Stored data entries
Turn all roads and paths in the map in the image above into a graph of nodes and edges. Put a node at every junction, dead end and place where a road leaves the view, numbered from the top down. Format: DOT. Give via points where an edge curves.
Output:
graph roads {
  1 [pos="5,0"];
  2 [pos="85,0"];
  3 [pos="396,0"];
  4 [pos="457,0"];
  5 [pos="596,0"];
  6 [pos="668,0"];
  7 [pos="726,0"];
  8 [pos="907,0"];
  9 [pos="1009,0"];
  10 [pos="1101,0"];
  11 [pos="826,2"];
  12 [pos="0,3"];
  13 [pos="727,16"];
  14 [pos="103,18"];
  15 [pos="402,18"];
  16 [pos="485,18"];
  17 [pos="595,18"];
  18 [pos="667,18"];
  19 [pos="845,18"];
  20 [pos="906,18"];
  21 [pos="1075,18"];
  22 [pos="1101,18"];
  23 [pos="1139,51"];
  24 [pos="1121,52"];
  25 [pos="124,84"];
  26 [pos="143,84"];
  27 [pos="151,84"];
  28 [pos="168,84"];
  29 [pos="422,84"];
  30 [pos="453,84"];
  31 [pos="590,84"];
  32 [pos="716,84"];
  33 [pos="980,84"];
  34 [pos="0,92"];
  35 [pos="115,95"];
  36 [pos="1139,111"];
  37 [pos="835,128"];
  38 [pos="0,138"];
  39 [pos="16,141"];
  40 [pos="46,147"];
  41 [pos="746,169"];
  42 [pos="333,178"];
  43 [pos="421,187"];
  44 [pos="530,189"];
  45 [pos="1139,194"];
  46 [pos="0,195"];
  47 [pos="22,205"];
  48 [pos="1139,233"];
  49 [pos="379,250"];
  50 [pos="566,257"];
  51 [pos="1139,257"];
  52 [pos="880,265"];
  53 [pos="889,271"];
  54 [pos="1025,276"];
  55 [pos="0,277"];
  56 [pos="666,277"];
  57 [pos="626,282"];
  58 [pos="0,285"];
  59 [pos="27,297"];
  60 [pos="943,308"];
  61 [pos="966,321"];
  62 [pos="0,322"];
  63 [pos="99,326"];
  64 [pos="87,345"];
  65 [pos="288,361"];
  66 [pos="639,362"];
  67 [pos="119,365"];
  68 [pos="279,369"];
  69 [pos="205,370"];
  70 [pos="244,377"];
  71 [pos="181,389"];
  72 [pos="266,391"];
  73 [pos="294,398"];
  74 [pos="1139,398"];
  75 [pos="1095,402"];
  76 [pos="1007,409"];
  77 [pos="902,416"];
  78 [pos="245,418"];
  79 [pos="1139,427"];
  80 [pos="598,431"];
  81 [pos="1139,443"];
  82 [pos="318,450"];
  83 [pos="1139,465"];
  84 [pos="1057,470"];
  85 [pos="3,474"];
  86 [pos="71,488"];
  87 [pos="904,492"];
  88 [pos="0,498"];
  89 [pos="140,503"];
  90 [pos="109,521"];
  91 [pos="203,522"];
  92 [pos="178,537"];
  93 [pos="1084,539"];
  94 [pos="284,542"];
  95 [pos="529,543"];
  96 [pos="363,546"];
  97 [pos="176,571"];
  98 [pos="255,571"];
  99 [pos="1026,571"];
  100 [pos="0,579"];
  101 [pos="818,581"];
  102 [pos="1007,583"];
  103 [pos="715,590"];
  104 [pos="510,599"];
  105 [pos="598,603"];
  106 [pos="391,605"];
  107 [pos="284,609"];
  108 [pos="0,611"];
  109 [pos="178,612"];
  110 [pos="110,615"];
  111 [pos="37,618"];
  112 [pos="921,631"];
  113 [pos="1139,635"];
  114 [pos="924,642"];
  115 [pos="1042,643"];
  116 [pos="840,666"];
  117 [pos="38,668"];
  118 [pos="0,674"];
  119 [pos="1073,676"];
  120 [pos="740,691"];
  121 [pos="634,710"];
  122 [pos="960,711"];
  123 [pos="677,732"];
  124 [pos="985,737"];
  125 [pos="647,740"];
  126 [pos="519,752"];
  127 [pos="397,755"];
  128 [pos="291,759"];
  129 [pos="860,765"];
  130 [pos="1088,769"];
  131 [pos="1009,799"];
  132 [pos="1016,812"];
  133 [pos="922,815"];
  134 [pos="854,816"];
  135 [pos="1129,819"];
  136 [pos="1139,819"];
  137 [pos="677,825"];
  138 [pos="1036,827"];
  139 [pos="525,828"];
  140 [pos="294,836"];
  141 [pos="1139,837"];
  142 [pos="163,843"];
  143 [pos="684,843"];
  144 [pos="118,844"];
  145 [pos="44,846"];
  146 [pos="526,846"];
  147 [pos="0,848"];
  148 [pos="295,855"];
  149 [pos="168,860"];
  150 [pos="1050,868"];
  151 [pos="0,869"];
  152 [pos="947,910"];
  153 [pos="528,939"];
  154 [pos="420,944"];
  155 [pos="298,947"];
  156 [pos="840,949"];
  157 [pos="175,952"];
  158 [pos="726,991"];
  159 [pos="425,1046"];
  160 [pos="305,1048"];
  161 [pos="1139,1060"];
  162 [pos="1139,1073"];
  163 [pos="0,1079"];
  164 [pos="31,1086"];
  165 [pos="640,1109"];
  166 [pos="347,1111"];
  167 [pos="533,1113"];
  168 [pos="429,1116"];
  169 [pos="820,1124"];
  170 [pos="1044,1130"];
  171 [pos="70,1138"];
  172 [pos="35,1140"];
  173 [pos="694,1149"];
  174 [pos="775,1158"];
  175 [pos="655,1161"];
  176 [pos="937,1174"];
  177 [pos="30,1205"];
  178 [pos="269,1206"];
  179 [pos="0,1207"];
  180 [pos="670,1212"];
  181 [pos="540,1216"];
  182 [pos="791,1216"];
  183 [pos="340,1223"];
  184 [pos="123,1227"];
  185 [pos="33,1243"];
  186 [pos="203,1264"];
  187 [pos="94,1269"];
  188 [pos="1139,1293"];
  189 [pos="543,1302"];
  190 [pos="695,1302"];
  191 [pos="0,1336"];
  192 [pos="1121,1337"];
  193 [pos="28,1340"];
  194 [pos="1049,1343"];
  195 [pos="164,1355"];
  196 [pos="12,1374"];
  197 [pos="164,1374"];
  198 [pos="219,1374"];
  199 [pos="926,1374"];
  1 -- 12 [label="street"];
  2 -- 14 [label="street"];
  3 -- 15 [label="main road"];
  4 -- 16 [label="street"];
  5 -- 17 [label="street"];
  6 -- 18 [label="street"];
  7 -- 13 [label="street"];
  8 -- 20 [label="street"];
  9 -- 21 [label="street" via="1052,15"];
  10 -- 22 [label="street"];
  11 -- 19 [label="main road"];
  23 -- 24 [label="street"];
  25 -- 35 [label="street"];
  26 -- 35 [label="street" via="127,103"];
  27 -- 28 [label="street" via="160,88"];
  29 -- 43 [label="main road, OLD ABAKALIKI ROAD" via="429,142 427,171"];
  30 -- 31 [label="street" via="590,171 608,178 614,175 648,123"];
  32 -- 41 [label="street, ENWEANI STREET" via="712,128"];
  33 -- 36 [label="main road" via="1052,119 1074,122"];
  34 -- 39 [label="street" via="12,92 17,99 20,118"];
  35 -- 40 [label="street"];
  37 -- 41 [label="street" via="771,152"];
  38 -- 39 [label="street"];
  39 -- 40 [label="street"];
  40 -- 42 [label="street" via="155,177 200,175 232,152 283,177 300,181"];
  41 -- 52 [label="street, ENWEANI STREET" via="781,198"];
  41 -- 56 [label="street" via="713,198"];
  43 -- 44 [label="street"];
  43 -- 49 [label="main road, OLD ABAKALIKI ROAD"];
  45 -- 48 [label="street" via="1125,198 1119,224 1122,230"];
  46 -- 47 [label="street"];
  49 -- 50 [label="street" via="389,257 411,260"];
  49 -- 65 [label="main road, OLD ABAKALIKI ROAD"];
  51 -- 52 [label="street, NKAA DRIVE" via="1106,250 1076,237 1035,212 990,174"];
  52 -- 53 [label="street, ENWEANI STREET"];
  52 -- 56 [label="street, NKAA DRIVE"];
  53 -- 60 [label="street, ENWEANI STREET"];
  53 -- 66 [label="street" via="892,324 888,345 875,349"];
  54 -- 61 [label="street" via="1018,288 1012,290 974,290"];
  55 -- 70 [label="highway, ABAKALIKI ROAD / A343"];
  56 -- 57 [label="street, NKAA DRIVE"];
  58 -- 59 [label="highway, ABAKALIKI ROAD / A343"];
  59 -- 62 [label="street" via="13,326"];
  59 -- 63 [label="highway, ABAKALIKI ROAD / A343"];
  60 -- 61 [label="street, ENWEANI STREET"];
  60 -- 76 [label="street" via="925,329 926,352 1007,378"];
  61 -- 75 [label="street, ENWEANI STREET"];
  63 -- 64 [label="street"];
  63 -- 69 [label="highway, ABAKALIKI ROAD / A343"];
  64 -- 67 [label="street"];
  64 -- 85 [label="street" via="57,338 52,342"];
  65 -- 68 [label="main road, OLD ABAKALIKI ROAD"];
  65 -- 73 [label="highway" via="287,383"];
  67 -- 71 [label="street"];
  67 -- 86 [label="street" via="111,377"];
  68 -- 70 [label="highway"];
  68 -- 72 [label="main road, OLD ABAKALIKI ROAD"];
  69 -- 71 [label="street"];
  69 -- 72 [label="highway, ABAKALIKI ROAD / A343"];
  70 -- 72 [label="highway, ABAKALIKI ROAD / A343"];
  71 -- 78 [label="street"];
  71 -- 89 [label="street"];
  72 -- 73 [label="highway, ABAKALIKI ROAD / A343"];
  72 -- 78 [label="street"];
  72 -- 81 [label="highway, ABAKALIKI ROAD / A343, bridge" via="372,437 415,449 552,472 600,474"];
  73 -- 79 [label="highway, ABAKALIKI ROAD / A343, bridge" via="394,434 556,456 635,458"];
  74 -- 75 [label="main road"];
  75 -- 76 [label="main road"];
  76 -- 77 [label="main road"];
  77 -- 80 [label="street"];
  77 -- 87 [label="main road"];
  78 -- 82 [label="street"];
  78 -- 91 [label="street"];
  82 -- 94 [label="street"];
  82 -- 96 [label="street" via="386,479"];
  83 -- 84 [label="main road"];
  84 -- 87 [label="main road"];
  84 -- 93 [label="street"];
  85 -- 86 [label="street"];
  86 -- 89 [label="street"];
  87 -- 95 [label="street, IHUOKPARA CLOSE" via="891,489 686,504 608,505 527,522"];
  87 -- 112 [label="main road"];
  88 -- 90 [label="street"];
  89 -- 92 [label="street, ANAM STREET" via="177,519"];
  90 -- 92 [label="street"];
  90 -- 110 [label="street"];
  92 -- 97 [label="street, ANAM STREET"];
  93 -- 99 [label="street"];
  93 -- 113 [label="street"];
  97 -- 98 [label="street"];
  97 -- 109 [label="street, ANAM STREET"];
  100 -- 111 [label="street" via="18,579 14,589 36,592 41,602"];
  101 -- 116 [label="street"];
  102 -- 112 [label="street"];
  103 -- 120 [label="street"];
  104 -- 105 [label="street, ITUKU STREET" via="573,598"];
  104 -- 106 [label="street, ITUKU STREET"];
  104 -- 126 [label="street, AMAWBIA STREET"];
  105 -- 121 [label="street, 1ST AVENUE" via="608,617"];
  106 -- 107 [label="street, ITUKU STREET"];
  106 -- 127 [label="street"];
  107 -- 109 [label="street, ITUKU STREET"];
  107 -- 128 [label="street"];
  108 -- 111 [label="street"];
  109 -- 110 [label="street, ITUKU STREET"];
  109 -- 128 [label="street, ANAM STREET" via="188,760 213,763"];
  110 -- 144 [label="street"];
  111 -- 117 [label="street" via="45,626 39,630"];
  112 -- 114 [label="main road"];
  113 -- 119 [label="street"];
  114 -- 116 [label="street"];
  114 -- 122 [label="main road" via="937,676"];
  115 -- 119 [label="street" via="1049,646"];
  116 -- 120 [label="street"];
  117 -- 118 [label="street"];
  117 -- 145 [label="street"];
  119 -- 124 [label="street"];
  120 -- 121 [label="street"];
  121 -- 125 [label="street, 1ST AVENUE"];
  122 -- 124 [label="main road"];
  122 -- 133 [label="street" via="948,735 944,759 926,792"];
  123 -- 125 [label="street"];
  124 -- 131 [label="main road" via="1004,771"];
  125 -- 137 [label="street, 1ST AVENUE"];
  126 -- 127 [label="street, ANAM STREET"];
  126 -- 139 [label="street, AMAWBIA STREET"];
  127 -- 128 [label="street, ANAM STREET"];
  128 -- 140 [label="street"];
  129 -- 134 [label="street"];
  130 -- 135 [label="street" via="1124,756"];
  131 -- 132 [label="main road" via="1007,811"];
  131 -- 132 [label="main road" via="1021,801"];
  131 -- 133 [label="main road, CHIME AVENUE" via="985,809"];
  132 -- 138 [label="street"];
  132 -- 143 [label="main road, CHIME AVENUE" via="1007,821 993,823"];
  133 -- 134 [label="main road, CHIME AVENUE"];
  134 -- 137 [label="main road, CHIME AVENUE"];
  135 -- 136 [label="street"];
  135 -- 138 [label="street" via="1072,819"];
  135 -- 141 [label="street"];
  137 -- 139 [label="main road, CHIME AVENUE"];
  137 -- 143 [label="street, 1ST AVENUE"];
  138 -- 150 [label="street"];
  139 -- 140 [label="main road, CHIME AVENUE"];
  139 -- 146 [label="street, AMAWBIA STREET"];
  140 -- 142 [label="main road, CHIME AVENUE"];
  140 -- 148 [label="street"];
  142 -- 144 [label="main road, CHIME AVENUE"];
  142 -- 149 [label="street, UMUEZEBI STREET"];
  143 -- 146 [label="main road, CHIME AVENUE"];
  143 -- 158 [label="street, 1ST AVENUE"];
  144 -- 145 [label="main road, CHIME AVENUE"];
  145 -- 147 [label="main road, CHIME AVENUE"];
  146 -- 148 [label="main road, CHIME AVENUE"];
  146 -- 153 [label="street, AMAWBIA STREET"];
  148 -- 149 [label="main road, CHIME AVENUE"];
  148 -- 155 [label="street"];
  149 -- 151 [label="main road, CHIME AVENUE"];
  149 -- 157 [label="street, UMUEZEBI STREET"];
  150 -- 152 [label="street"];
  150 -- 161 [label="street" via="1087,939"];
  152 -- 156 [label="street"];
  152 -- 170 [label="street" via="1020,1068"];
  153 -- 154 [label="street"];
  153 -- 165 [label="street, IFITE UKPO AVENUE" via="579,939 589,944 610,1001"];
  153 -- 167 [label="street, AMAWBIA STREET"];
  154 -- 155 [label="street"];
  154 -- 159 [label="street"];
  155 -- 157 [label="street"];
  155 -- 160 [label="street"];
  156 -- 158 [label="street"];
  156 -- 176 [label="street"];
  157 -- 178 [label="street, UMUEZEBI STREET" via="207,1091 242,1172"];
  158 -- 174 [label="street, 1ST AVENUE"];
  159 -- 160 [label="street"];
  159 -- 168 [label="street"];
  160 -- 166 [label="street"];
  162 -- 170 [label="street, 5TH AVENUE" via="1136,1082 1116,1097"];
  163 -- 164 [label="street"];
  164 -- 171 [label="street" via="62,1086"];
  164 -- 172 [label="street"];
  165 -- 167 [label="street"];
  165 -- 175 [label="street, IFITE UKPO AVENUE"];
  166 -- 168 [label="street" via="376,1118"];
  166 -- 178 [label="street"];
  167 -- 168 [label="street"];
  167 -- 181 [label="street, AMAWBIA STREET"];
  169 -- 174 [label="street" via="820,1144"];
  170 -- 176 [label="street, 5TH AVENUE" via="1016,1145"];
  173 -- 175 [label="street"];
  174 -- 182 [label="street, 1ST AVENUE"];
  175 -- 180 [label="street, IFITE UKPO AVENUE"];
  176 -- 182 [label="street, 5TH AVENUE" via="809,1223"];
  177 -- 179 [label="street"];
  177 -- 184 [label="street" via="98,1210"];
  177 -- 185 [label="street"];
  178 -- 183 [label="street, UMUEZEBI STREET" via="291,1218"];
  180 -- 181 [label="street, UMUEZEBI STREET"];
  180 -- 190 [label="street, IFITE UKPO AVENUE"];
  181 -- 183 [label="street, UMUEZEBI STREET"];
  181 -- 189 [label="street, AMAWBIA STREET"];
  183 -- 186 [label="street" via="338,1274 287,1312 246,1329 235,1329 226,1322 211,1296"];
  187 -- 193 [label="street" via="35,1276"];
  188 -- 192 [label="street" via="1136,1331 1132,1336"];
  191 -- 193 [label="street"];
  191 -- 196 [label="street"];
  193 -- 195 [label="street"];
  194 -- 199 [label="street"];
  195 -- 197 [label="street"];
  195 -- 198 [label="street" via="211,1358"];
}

▶ _The task_: Your reply is one number: how many lines of the records above contain the word "ANAM".

▶ _Answer for this exercise_: 6